Detesto los consejos; debe de ser
por eso que pido muy pocos. Descubrí que
la mejor manera de ahogar este impulso repentino de acuchillar a una persona
mientras empieza la oración “si yo estuviera en tu lugar…”, es aparentar que
escucho atentamente y asentir con mi cabeza, quizás acompañar con una guarnición de un “aja”
o un “claro”.
Cada situación rebosa de
particularidades; cuando me piden un consejo referente a un tercero es
imposible que pueda acertar porque simplemente no lo conozco. Y aún conociéndolo
como la palma de mi mano, las personas suelen ser impredecibles. Cada vez que
voy a sostener una conversación seria – anunciada - con
alguien, repaso todo un guión en mi cabeza de frases o discursos que podría
usar. Son contadas las veces que he llamado a una amiga y he preguntado qué
debería de decirle a fulanito de tal.
Mi naturaleza flemática me ha
demostrado que la procesión debe de ir por dentro. Confieso que detesto cuando
mis amigas me envían fragmentos de conversaciones con sus novios o
pretendientes; jamás las leo. Cuando tenía 13 o 14 años y mi bondad estaba en pañales,
lo hacía y hasta me las memorizaba. Pero descubrí que no es correcto dar
consejos sin conocer las dos historias ¿en qué corte es eso admisible?

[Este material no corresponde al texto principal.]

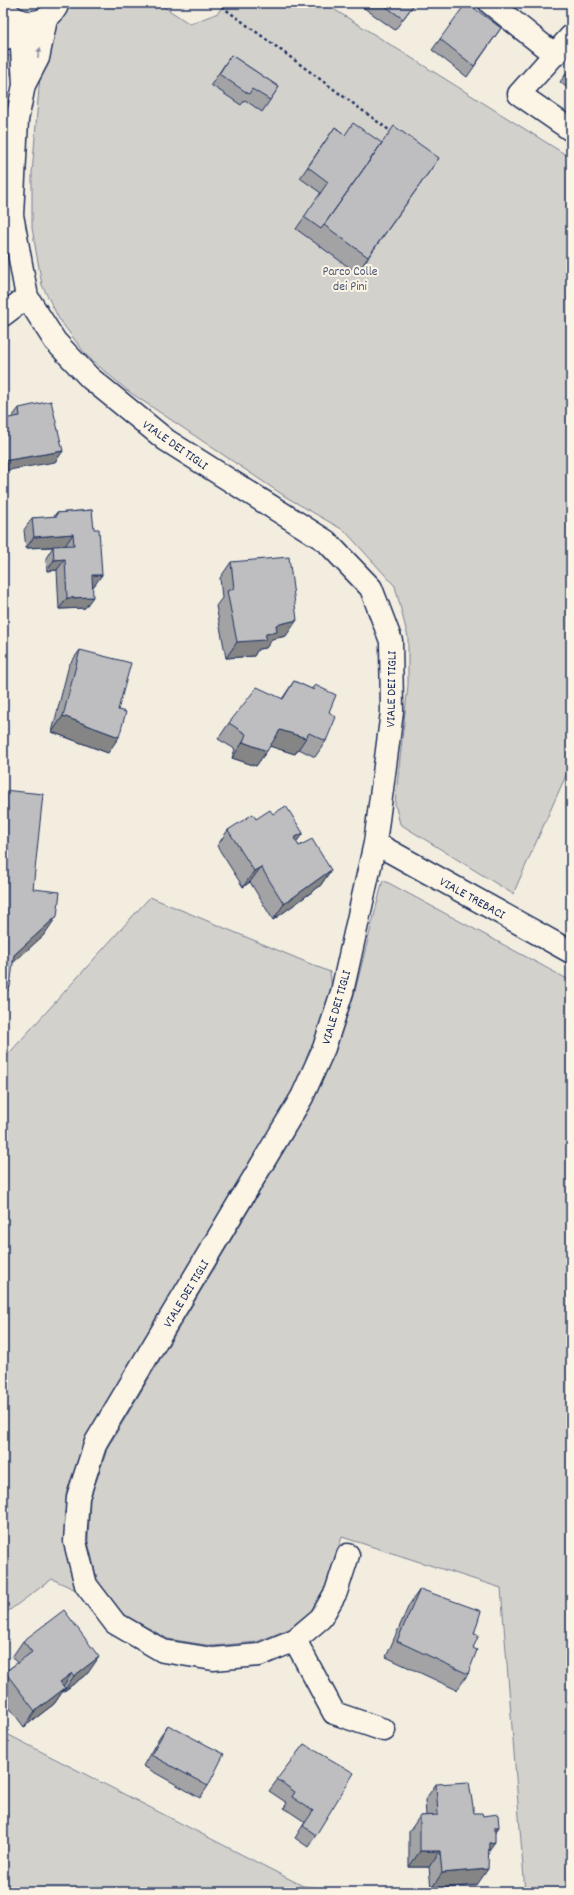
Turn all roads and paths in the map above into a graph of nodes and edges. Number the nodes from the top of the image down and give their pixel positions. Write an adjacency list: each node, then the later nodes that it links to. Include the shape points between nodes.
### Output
1 (217, 3): 9 (path)
2 (490, 3): 7 (street)
3 (3, 6): 4 (street, via 20,22)
4 (44, 15): 6 (street); 10 (street, via 22,49 24,85 17,120 12,216)
5 (571, 36): 7 (street)
6 (3, 40)
7 (555, 55): 8 (street, via 519,94)
8 (571, 130)
9 (397, 136)
10 (27, 297): 11 (street); 12 (street, VIALE DEI TIGLI, via 55,341 90,378 166,440 326,541 371,588 391,641 392,712)
11 (3, 315)
12 (375, 843): 13 (street, VIALE TREBACI); 15 (street, VIALE DEI TIGLI, via 342,992 324,1048 302,1097 96,1442 78,1497 76,1542 86,1585 115,1623 163,1651 213,1659 259,1655)
13 (571, 952)
14 (348, 1555): 15 (street, VIALE DEI TIGLI, via 336,1592 321,1618)
15 (295, 1640): 16 (street, via 334,1713)
16 (384, 1730)

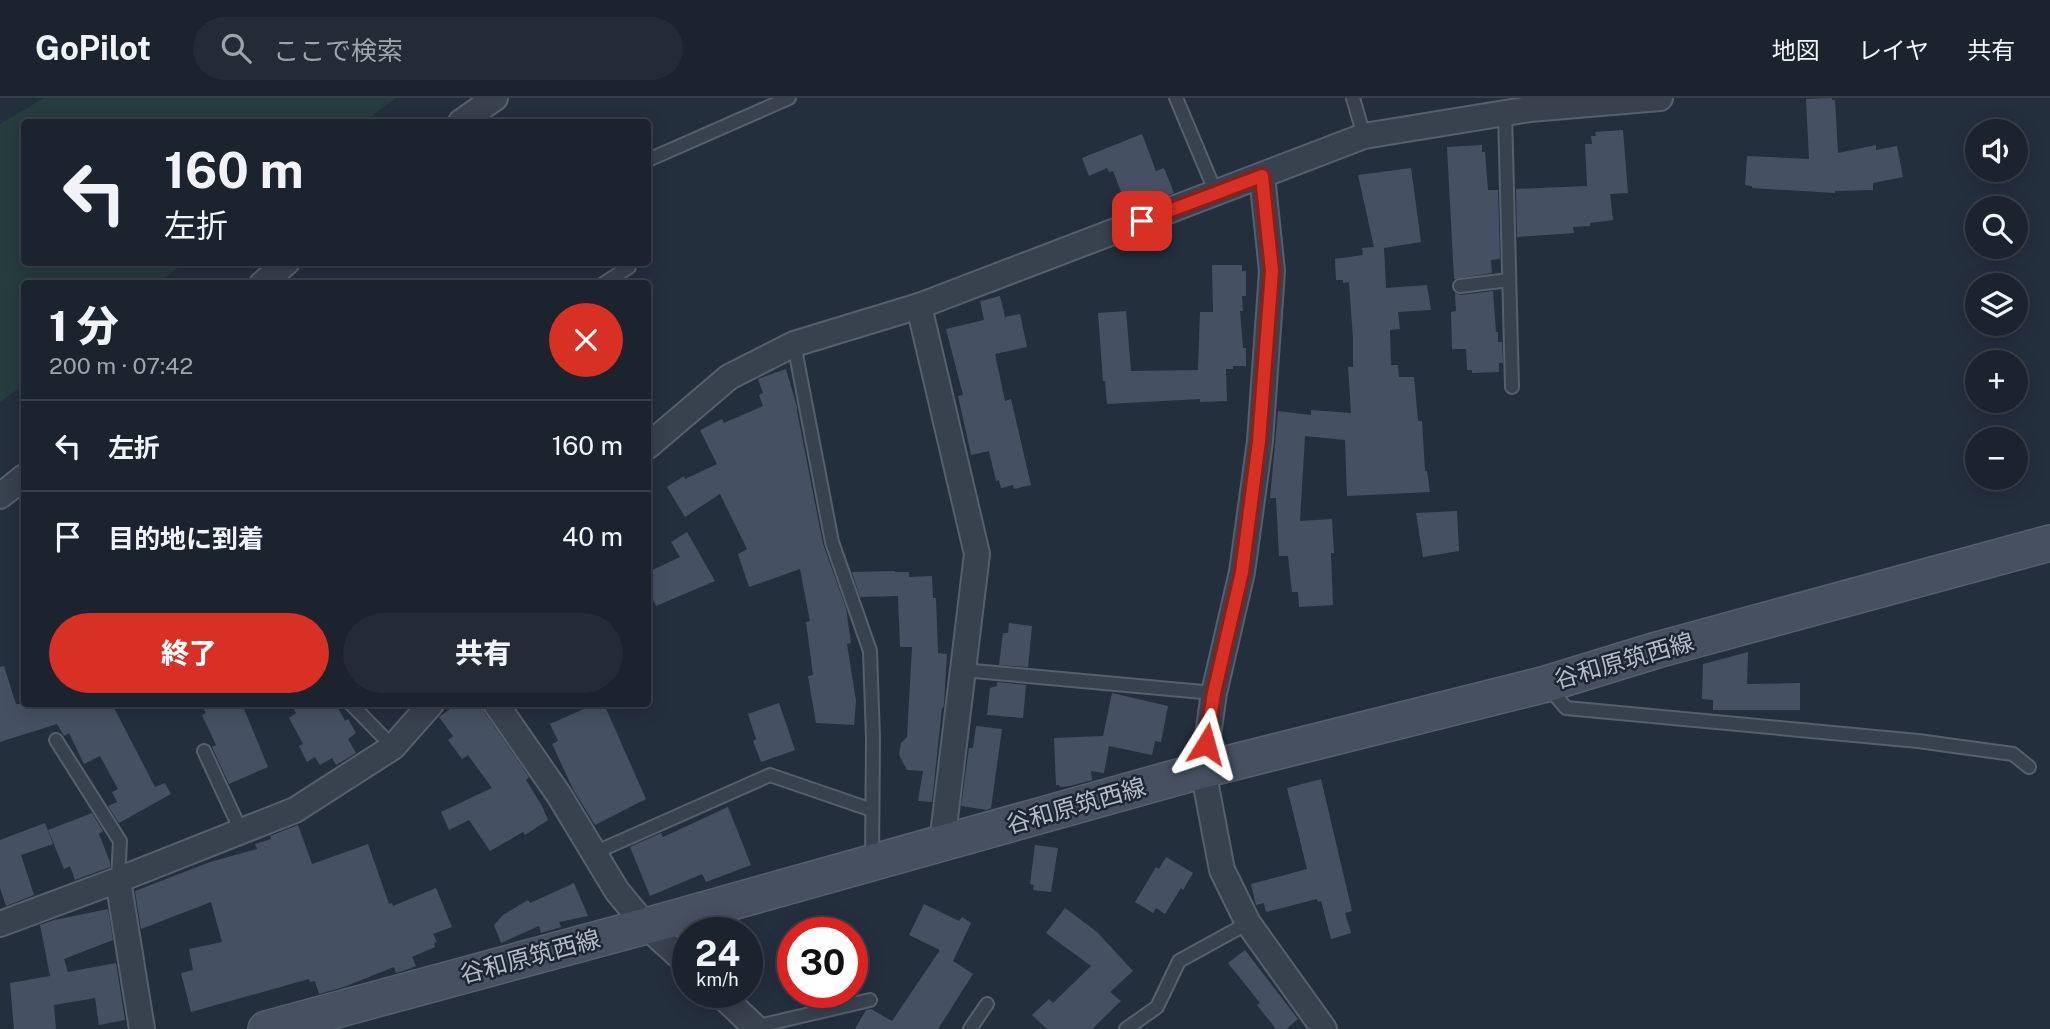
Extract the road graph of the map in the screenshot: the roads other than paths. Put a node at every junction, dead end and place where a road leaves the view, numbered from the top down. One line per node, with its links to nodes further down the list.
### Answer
1 (495, 98): 7 (street)
2 (789, 98): 9 (lane)
3 (1176, 98): 11 (lane)
4 (1353, 98): 8 (lane)
5 (1660, 98): 6 (street)
6 (1505, 113): 8 (street); 16 (lane)
7 (465, 119)
8 (1364, 136): 10 (street)
9 (651, 159)
10 (1262, 176): 11 (street); 27 (street)
11 (1216, 193): 18 (street)
12 (282, 266): 14 (street)
13 (629, 267): 15 (lane)
14 (267, 280)
15 (609, 280)
16 (1509, 280): 17 (lane); 20 (lane)
17 (1460, 286)
18 (919, 306): 19 (street); 25 (street)
19 (794, 344): 21 (street); 36 (lane)
20 (1512, 387)
21 (651, 443)
22 (21, 479): 23 (street)
23 (0, 496)
24 (2050, 543): 26 (main road, 谷和原筑西線)
25 (963, 670): 27 (lane); 38 (street)
26 (1546, 684): 34 (lane); 35 (main road, 谷和原筑西線)
27 (1214, 693): 35 (street)
28 (354, 707): 32 (lane)
29 (428, 707): 32 (street)
30 (498, 707): 39 (street)
31 (57, 740): 41 (lane)
32 (393, 747): 37 (street)
33 (204, 751): 37 (lane)
34 (2029, 767)
35 (1203, 770): 38 (main road, 谷和原筑西線); 42 (street)
36 (872, 810): 39 (lane); 40 (lane)
37 (241, 831): 41 (street)
38 (942, 843): 40 (main road, 谷和原筑西線)
39 (594, 853): 44 (street)
40 (872, 863): 44 (main road, 谷和原筑西線)
41 (118, 880): 43 (street); 50 (street)
42 (1248, 923): 53 (lane); 54 (street)
43 (0, 924)
44 (646, 926): 45 (street); 51 (main road, 谷和原筑西線)
45 (672, 950)
46 (870, 1000): 49 (lane)
47 (987, 1004): 52 (lane)
48 (735, 1008): 49 (street)
49 (756, 1028)
50 (142, 1029)
51 (266, 1029)
52 (970, 1029)
53 (1126, 1029)
54 (1324, 1029)

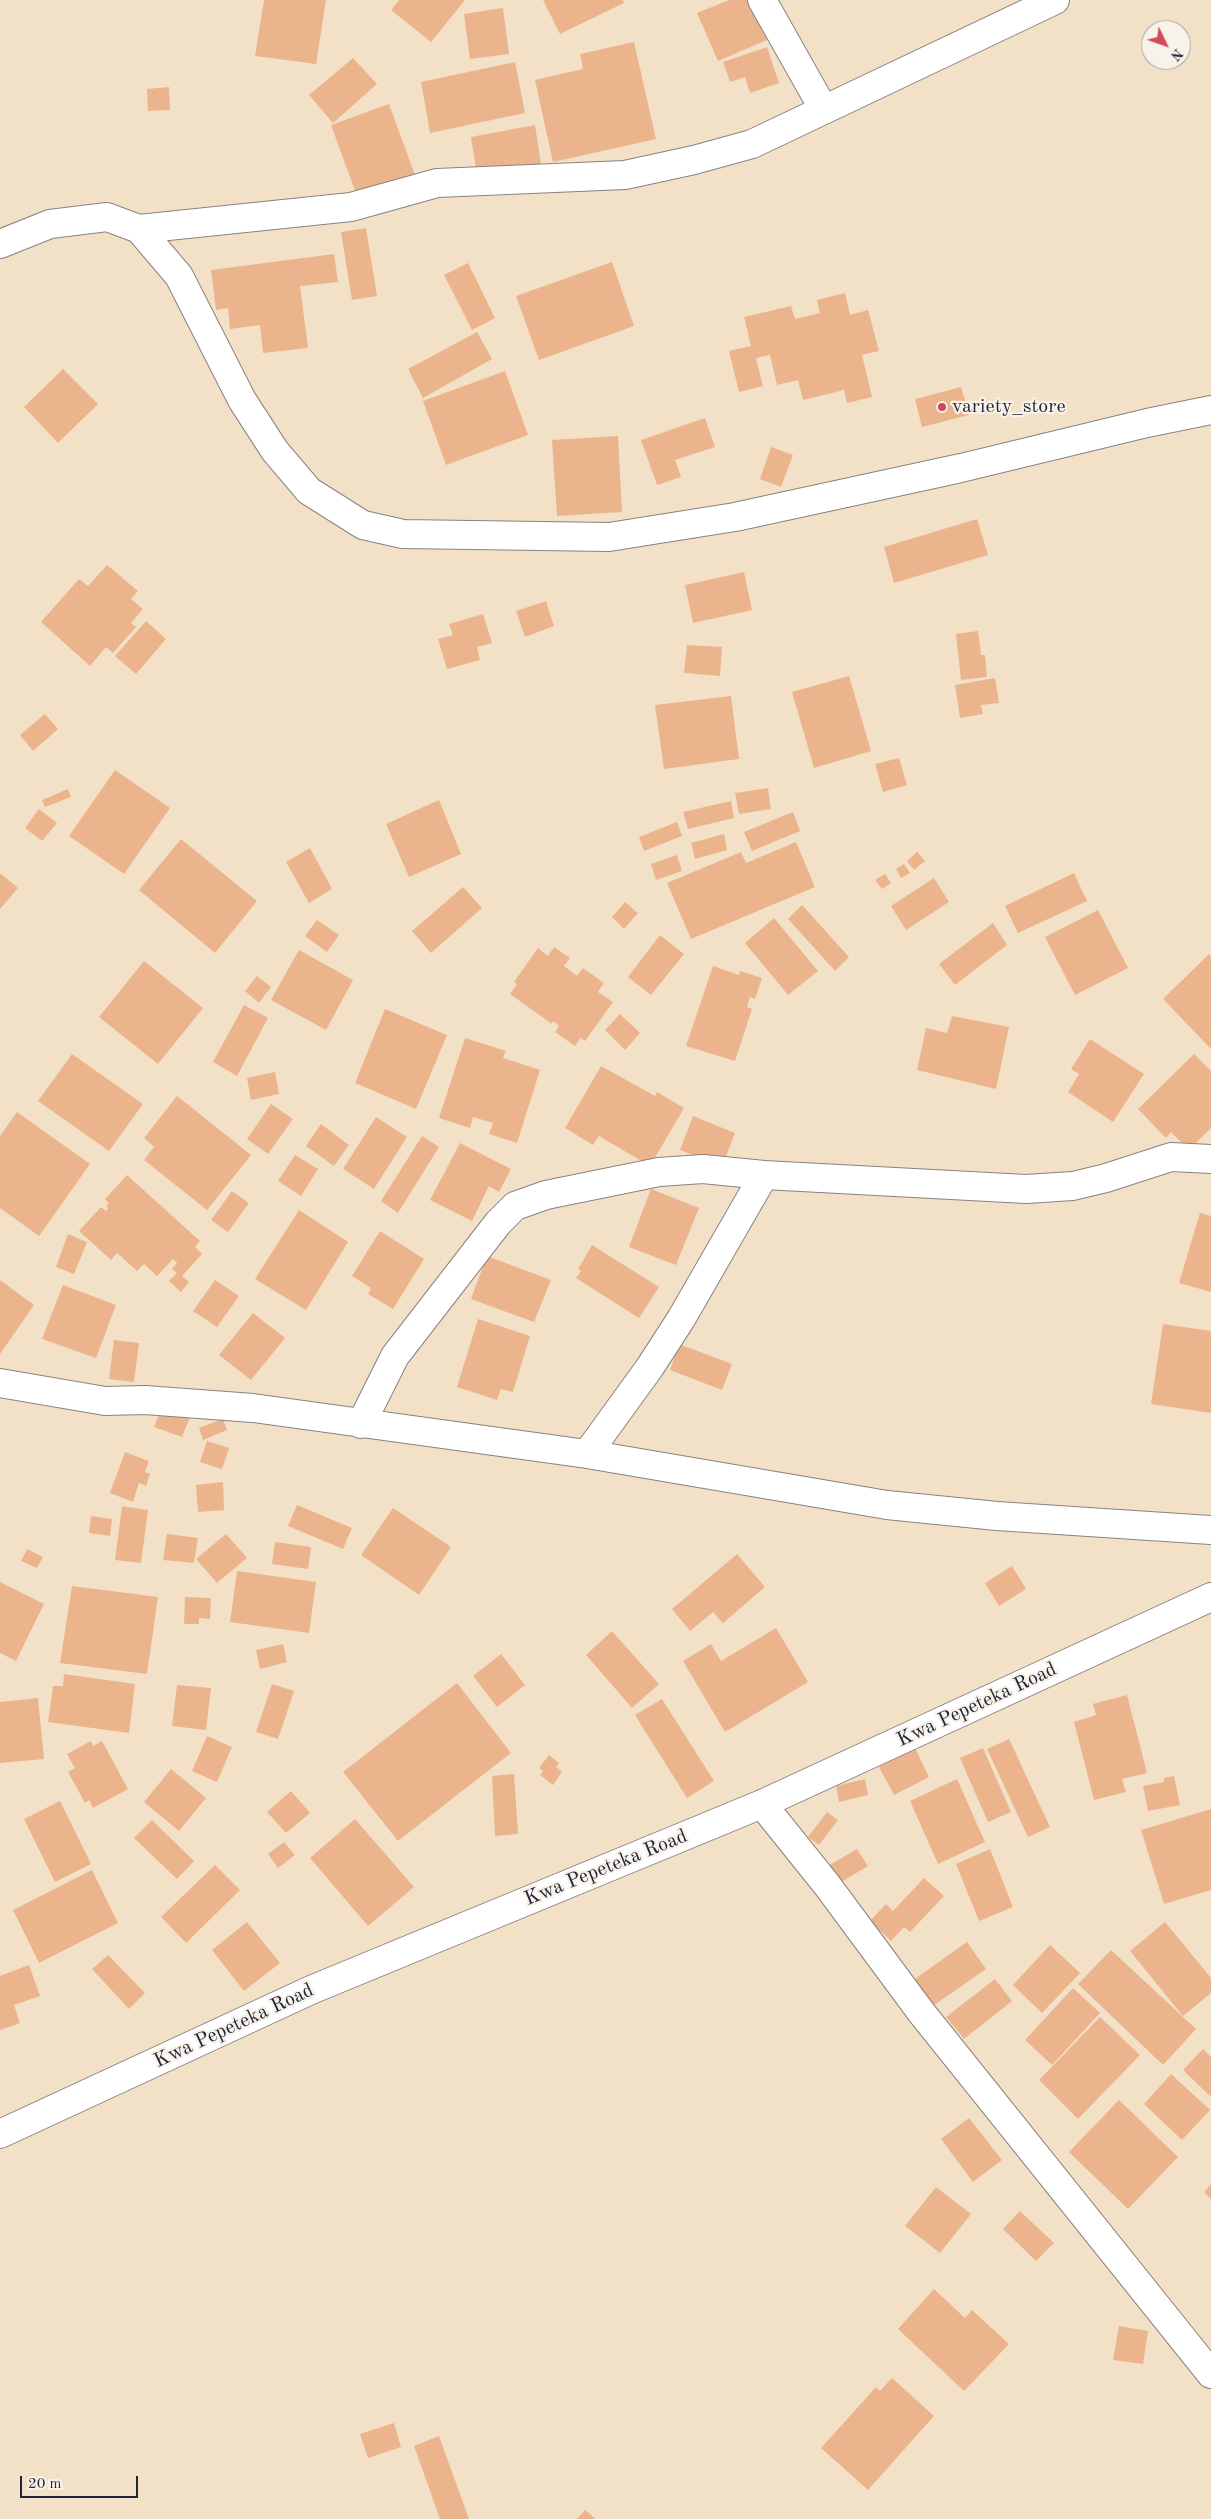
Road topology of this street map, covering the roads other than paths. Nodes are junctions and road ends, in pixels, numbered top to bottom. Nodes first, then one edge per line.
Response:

No obstante, soy pro consuelo; sé
exactamente qué números telefónicos digitar en caso de siniestro emocional. Sólo
saber que cuando estoy en desgracia esas personas me van a escuchar a pesar que
en medio del llanto no comprendan ni un carajo de lo que estoy diciendo o sintiendo; es
suficiente saber que existe un “en las buenas y en las malas” sin necesidad de
un acuerdo nupcial de por medio.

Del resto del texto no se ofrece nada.